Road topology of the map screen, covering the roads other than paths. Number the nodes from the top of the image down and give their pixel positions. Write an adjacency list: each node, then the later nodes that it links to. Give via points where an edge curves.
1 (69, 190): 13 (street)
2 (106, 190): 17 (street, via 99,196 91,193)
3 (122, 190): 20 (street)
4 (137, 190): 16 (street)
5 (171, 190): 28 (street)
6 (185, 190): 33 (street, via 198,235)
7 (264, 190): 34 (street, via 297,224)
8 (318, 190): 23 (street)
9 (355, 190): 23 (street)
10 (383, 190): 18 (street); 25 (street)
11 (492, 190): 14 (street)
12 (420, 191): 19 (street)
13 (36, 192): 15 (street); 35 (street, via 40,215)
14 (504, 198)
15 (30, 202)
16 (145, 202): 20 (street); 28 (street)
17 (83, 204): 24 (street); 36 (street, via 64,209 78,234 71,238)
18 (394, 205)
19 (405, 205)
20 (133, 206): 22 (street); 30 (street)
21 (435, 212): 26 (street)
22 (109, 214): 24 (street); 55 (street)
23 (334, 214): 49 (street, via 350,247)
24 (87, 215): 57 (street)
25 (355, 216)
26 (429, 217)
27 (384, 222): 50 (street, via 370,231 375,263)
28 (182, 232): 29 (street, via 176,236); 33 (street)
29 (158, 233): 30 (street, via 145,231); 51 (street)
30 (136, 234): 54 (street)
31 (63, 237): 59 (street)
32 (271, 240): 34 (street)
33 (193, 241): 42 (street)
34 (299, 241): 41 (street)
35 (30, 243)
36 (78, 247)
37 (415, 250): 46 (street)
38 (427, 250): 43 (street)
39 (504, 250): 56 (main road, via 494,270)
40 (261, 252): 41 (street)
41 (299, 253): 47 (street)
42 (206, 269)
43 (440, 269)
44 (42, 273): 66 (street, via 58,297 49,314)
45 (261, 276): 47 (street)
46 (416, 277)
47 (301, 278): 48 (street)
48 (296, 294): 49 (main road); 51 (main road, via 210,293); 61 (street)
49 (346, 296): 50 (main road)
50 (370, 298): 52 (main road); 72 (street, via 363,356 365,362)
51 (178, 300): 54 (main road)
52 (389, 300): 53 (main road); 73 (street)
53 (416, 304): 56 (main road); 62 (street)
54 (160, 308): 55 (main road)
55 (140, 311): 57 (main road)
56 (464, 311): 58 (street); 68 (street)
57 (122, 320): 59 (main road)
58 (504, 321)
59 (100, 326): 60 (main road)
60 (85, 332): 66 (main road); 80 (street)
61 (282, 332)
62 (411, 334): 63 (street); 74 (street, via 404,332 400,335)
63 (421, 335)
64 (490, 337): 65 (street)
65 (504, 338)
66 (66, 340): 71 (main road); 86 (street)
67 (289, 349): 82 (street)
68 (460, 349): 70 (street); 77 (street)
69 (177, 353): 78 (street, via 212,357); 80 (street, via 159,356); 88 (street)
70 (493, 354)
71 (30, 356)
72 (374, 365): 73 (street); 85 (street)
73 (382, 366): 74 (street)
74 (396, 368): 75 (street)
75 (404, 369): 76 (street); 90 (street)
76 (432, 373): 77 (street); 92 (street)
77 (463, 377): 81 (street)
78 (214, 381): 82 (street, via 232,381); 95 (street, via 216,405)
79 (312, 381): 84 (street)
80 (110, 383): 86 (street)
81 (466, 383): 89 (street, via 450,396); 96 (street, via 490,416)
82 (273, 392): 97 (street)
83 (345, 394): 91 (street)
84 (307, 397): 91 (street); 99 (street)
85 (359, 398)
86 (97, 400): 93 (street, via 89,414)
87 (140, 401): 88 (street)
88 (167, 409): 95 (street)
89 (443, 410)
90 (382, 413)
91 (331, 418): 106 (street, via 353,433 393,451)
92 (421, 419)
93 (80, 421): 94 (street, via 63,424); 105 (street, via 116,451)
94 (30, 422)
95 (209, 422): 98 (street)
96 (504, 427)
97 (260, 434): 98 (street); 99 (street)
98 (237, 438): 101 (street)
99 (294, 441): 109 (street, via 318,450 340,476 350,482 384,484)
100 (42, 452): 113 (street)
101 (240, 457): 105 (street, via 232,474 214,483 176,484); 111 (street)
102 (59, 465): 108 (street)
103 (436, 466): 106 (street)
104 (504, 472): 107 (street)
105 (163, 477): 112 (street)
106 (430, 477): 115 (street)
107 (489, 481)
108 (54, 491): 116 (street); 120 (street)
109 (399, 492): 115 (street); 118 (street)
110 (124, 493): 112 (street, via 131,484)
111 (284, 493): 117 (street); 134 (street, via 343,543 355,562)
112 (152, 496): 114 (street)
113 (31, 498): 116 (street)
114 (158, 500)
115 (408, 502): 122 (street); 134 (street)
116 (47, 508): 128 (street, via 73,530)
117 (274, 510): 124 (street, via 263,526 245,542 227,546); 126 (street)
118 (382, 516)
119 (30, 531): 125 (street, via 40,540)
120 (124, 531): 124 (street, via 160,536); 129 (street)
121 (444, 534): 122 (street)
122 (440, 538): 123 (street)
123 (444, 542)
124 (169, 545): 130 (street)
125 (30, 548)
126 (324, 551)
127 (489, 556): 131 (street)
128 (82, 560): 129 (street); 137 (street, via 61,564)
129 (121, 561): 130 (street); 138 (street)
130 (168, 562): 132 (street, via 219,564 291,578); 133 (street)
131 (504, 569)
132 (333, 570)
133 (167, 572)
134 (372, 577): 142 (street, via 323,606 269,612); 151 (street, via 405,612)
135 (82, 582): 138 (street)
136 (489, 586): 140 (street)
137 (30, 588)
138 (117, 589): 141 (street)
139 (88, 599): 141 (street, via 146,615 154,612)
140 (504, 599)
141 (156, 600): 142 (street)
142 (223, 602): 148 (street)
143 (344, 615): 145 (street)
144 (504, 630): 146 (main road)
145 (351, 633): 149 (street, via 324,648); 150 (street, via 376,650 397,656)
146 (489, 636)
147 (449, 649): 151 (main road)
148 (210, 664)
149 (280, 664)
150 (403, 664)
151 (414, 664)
■ ■ ■
# Brief
Exact copies of every record are required.

# Your solution
Road topology of the map screen, covering the roads other than paths. Number the nodes from the top of the image down and give their pixel positions. Write an adjacency list: each node, then the later nodes that it links to. Give via points where an edge curves.
1 (69, 190): 13 (street)
2 (106, 190): 17 (street, via 99,196 91,193)
3 (122, 190): 20 (street)
4 (137, 190): 16 (street)
5 (171, 190): 28 (street)
6 (185, 190): 33 (street, via 198,235)
7 (264, 190): 34 (street, via 297,224)
8 (318, 190): 23 (street)
9 (355, 190): 23 (street)
10 (383, 190): 18 (street); 25 (street)
11 (492, 190): 14 (street)
12 (420, 191): 19 (street)
13 (36, 192): 15 (street); 35 (street, via 40,215)
14 (504, 198)
15 (30, 202)
16 (145, 202): 20 (street); 28 (street)
17 (83, 204): 24 (street); 36 (street, via 64,209 78,234 71,238)
18 (394, 205)
19 (405, 205)
20 (133, 206): 22 (street); 30 (street)
21 (435, 212): 26 (street)
22 (109, 214): 24 (street); 55 (street)
23 (334, 214): 49 (street, via 350,247)
24 (87, 215): 57 (street)
25 (355, 216)
26 (429, 217)
27 (384, 222): 50 (street, via 370,231 375,263)
28 (182, 232): 29 (street, via 176,236); 33 (street)
29 (158, 233): 30 (street, via 145,231); 51 (street)
30 (136, 234): 54 (street)
31 (63, 237): 59 (street)
32 (271, 240): 34 (street)
33 (193, 241): 42 (street)
34 (299, 241): 41 (street)
35 (30, 243)
36 (78, 247)
37 (415, 250): 46 (street)
38 (427, 250): 43 (street)
39 (504, 250): 56 (main road, via 494,270)
40 (261, 252): 41 (street)
41 (299, 253): 47 (street)
42 (206, 269)
43 (440, 269)
44 (42, 273): 66 (street, via 58,297 49,314)
45 (261, 276): 47 (street)
46 (416, 277)
47 (301, 278): 48 (street)
48 (296, 294): 49 (main road); 51 (main road, via 210,293); 61 (street)
49 (346, 296): 50 (main road)
50 (370, 298): 52 (main road); 72 (street, via 363,356 365,362)
51 (178, 300): 54 (main road)
52 (389, 300): 53 (main road); 73 (street)
53 (416, 304): 56 (main road); 62 (street)
54 (160, 308): 55 (main road)
55 (140, 311): 57 (main road)
56 (464, 311): 58 (street); 68 (street)
57 (122, 320): 59 (main road)
58 (504, 321)
59 (100, 326): 60 (main road)
60 (85, 332): 66 (main road); 80 (street)
61 (282, 332)
62 (411, 334): 63 (street); 74 (street, via 404,332 400,335)
63 (421, 335)
64 (490, 337): 65 (street)
65 (504, 338)
66 (66, 340): 71 (main road); 86 (street)
67 (289, 349): 82 (street)
68 (460, 349): 70 (street); 77 (street)
69 (177, 353): 78 (street, via 212,357); 80 (street, via 159,356); 88 (street)
70 (493, 354)
71 (30, 356)
72 (374, 365): 73 (street); 85 (street)
73 (382, 366): 74 (street)
74 (396, 368): 75 (street)
75 (404, 369): 76 (street); 90 (street)
76 (432, 373): 77 (street); 92 (street)
77 (463, 377): 81 (street)
78 (214, 381): 82 (street, via 232,381); 95 (street, via 216,405)
79 (312, 381): 84 (street)
80 (110, 383): 86 (street)
81 (466, 383): 89 (street, via 450,396); 96 (street, via 490,416)
82 (273, 392): 97 (street)
83 (345, 394): 91 (street)
84 (307, 397): 91 (street); 99 (street)
85 (359, 398)
86 (97, 400): 93 (street, via 89,414)
87 (140, 401): 88 (street)
88 (167, 409): 95 (street)
89 (443, 410)
90 (382, 413)
91 (331, 418): 106 (street, via 353,433 393,451)
92 (421, 419)
93 (80, 421): 94 (street, via 63,424); 105 (street, via 116,451)
94 (30, 422)
95 (209, 422): 98 (street)
96 (504, 427)
97 (260, 434): 98 (street); 99 (street)
98 (237, 438): 101 (street)
99 (294, 441): 109 (street, via 318,450 340,476 350,482 384,484)
100 (42, 452): 113 (street)
101 (240, 457): 105 (street, via 232,474 214,483 176,484); 111 (street)
102 (59, 465): 108 (street)
103 (436, 466): 106 (street)
104 (504, 472): 107 (street)
105 (163, 477): 112 (street)
106 (430, 477): 115 (street)
107 (489, 481)
108 (54, 491): 116 (street); 120 (street)
109 (399, 492): 115 (street); 118 (street)
110 (124, 493): 112 (street, via 131,484)
111 (284, 493): 117 (street); 134 (street, via 343,543 355,562)
112 (152, 496): 114 (street)
113 (31, 498): 116 (street)
114 (158, 500)
115 (408, 502): 122 (street); 134 (street)
116 (47, 508): 128 (street, via 73,530)
117 (274, 510): 124 (street, via 263,526 245,542 227,546); 126 (street)
118 (382, 516)
119 (30, 531): 125 (street, via 40,540)
120 (124, 531): 124 (street, via 160,536); 129 (street)
121 (444, 534): 122 (street)
122 (440, 538): 123 (street)
123 (444, 542)
124 (169, 545): 130 (street)
125 (30, 548)
126 (324, 551)
127 (489, 556): 131 (street)
128 (82, 560): 129 (street); 137 (street, via 61,564)
129 (121, 561): 130 (street); 138 (street)
130 (168, 562): 132 (street, via 219,564 291,578); 133 (street)
131 (504, 569)
132 (333, 570)
133 (167, 572)
134 (372, 577): 142 (street, via 323,606 269,612); 151 (street, via 405,612)
135 (82, 582): 138 (street)
136 (489, 586): 140 (street)
137 (30, 588)
138 (117, 589): 141 (street)
139 (88, 599): 141 (street, via 146,615 154,612)
140 (504, 599)
141 (156, 600): 142 (street)
142 (223, 602): 148 (street)
143 (344, 615): 145 (street)
144 (504, 630): 146 (main road)
145 (351, 633): 149 (street, via 324,648); 150 (street, via 376,650 397,656)
146 (489, 636)
147 (449, 649): 151 (main road)
148 (210, 664)
149 (280, 664)
150 (403, 664)
151 (414, 664)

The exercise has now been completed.